Task: The answer is the line that contains "Which roads connect" followed by every later line of the entries below, each repeated exactly, and nothing else.

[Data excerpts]
=== Section Start ===

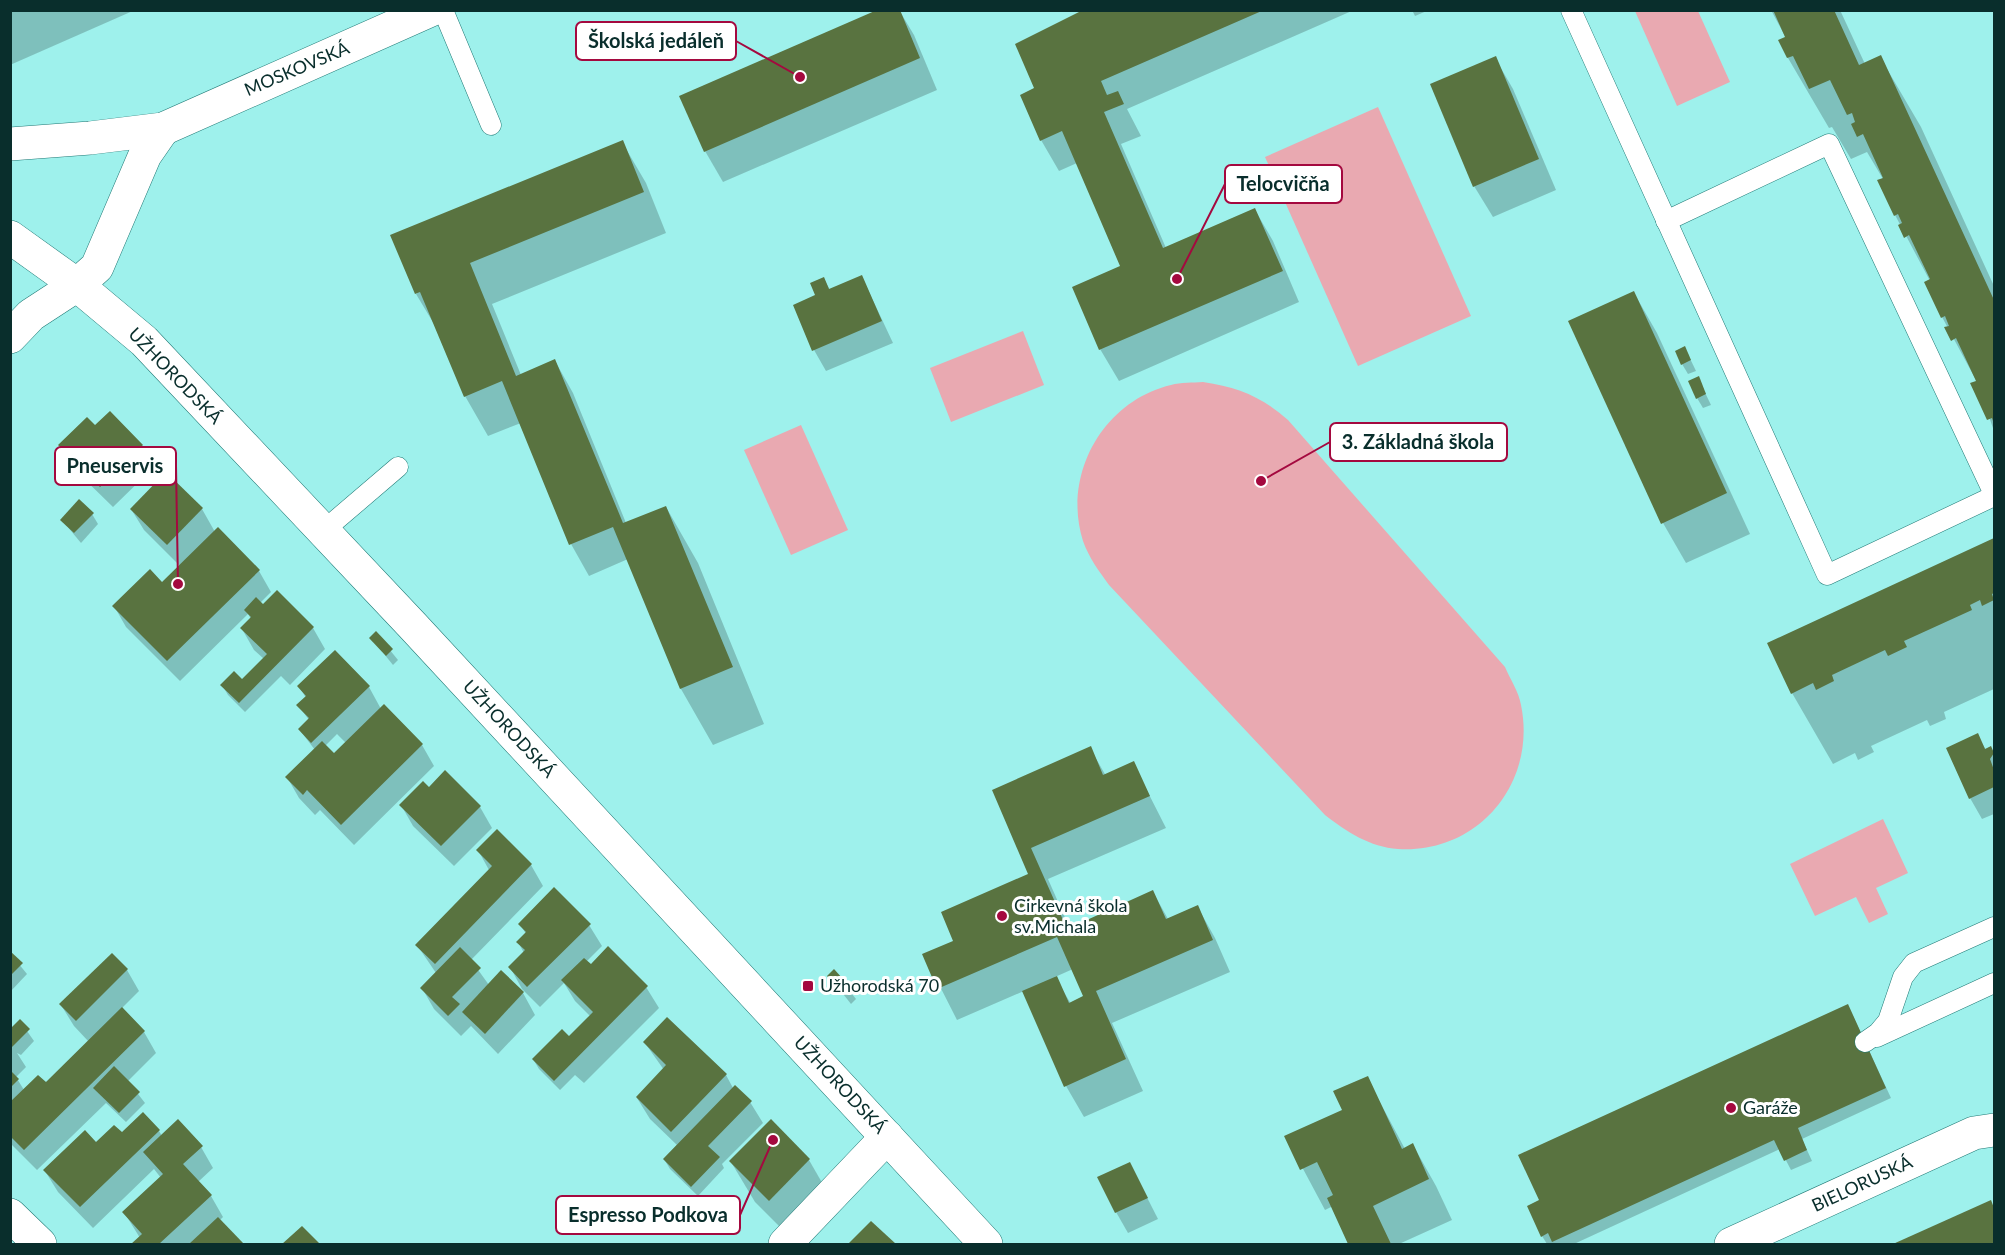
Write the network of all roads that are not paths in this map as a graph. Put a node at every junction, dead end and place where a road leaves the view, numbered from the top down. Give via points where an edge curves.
1 (431, 10) edge
2 (444, 10) edge
3 (1571, 10) edge
4 (491, 125) dead end
5 (163, 129) junction
6 (10, 144) edge
7 (1666, 221) junction
8 (10, 237) edge
9 (77, 285) junction
10 (10, 337) edge
11 (398, 467) dead end
12 (1995, 495) edge
13 (322, 532) junction
14 (1995, 927) edge
15 (1995, 983) edge
16 (1995, 1130) edge
17 (887, 1137) junction
18 (12, 1221) edge
19 (40, 1245) edge
20 (786, 1245) edge
21 (986, 1245) edge
22 (1731, 1245) edge

1 - 5 street, MOSKOVSKÁ
2 - 4 lane
3 - 7 lane
5 - 6 street, MOSKOVSKÁ
5 - 9 street via 145,155 97,267
7 - 12 lane via 1829,144
7 - 12 lane via 1827,575
8 - 9 street, UŽHORODSKÁ
9 - 10 street via 30,315
9 - 13 street, UŽHORODSKÁ via 144,340
11 - 13 lane
13 - 17 street, UŽHORODSKÁ
14 - 15 lane via 1914,963 1899,986 1888,1021 1865,1042
16 - 22 street, BIELORUSKÁ via 1974,1133
17 - 20 street
17 - 21 street, UŽHORODSKÁ
18 - 19 street

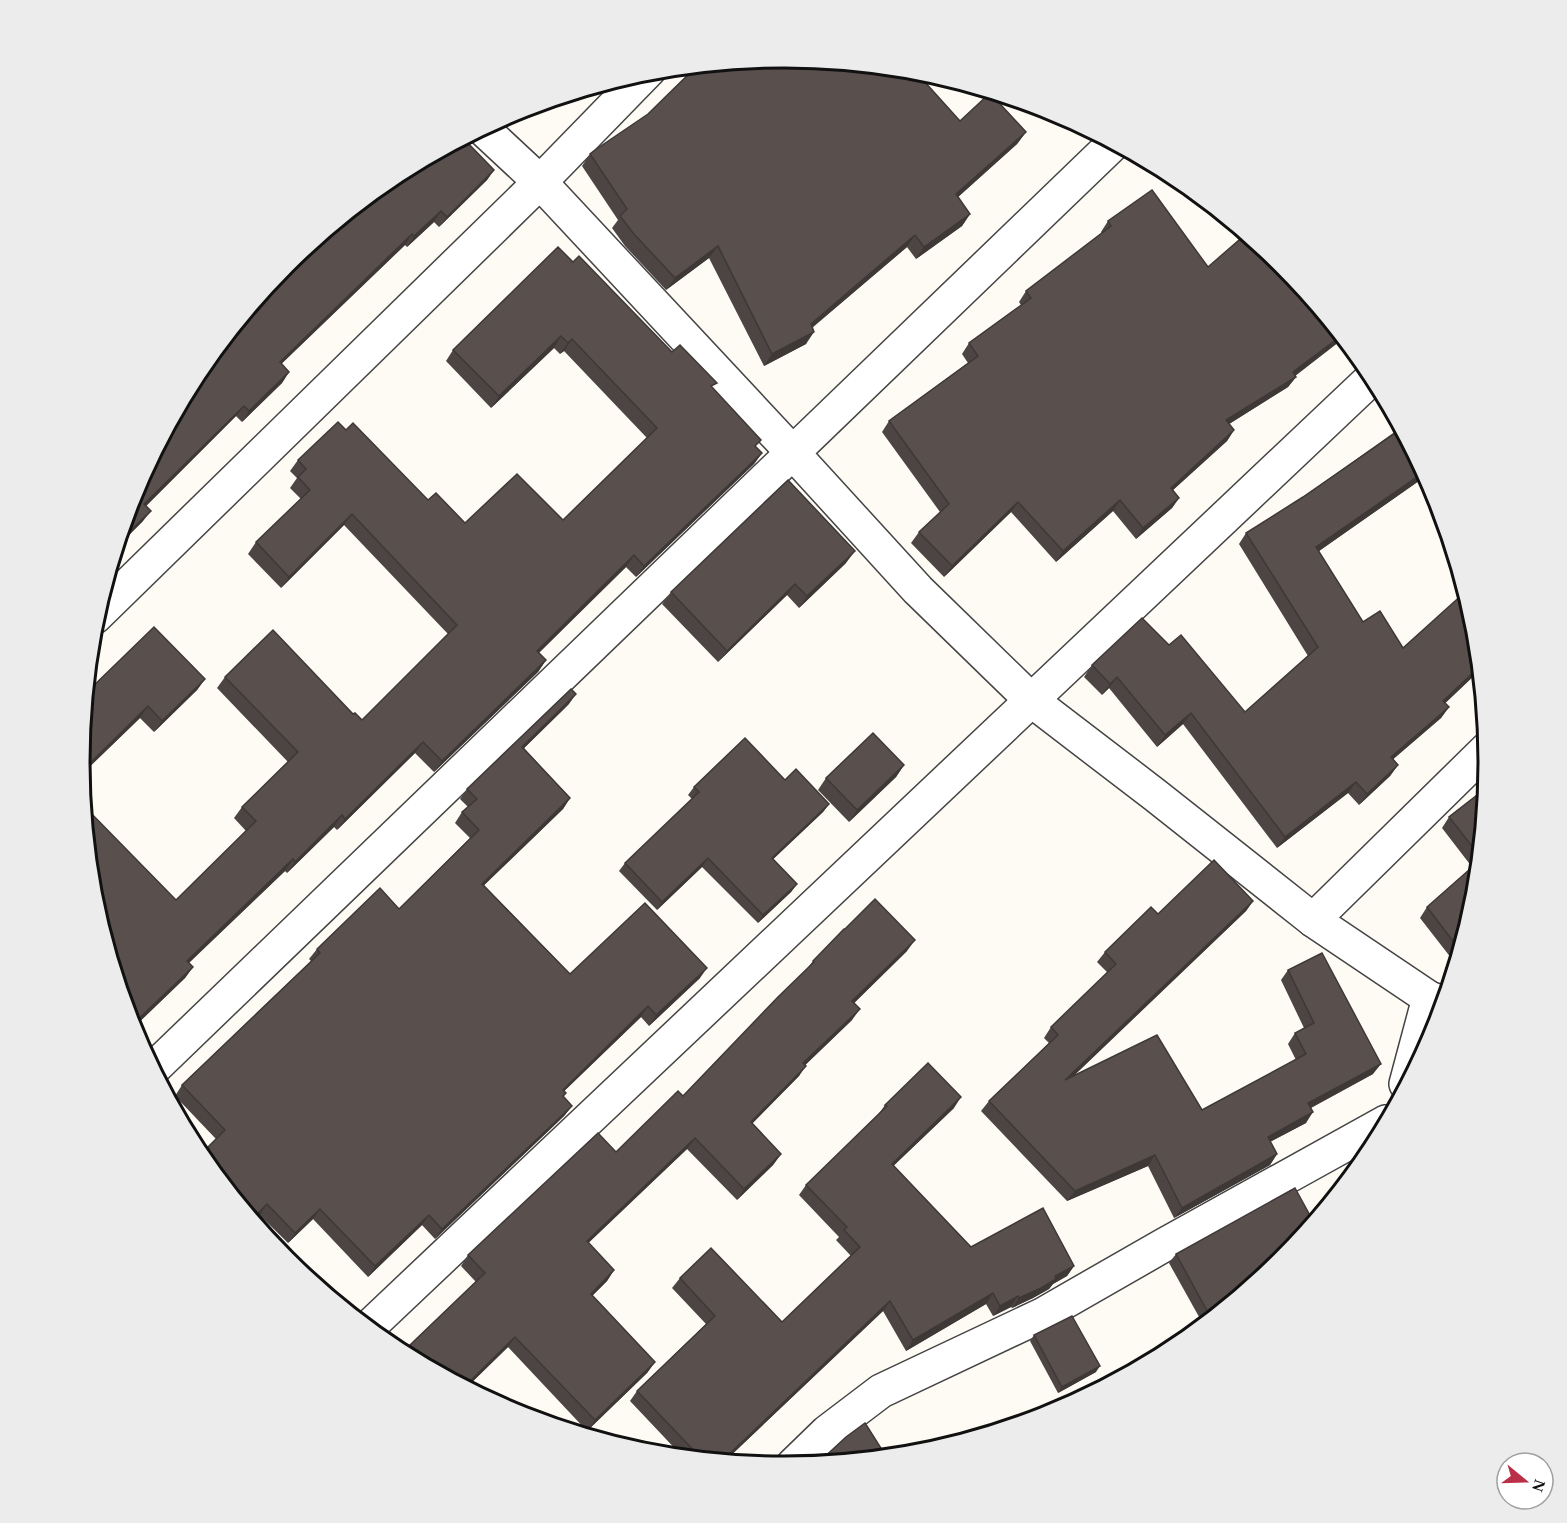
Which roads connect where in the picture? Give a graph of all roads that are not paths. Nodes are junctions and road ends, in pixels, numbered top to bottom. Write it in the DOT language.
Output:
graph roads {
  1 [pos="636,84"];
  2 [pos="488,134"];
  3 [pos="1108,148"];
  4 [pos="540,182"];
  5 [pos="1365,383"];
  6 [pos="792,452"];
  7 [pos="108,603"];
  8 [pos="1031,700"];
  9 [pos="1478,758"];
  10 [pos="1313,920"];
  11 [pos="1436,1000"];
  12 [pos="159,1063"];
  13 [pos="1371,1130"];
  14 [pos="374,1322"];
  15 [pos="802,1455"];
  1 -- 4 [label="street"];
  2 -- 4 [label="street"];
  3 -- 6 [label="street"];
  4 -- 6 [label="street"];
  4 -- 7 [label="street"];
  5 -- 8 [label="street"];
  6 -- 8 [label="street"];
  6 -- 12 [label="street"];
  8 -- 10 [label="street"];
  8 -- 14 [label="street"];
  9 -- 10 [label="street"];
  10 -- 11 [label="street"];
  13 -- 15 [label="street"];
}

=== Section End ===

Finished task:
Which roads connect where in the picture? Give a graph of all roads that are not paths. Nodes are junctions and road ends, in pixels, numbered top to bottom. Write it in the DOT language.
Output:
graph roads {
  1 [pos="636,84"];
  2 [pos="488,134"];
  3 [pos="1108,148"];
  4 [pos="540,182"];
  5 [pos="1365,383"];
  6 [pos="792,452"];
  7 [pos="108,603"];
  8 [pos="1031,700"];
  9 [pos="1478,758"];
  10 [pos="1313,920"];
  11 [pos="1436,1000"];
  12 [pos="159,1063"];
  13 [pos="1371,1130"];
  14 [pos="374,1322"];
  15 [pos="802,1455"];
  1 -- 4 [label="street"];
  2 -- 4 [label="street"];
  3 -- 6 [label="street"];
  4 -- 6 [label="street"];
  4 -- 7 [label="street"];
  5 -- 8 [label="street"];
  6 -- 8 [label="street"];
  6 -- 12 [label="street"];
  8 -- 10 [label="street"];
  8 -- 14 [label="street"];
  9 -- 10 [label="street"];
  10 -- 11 [label="street"];
  13 -- 15 [label="street"];
}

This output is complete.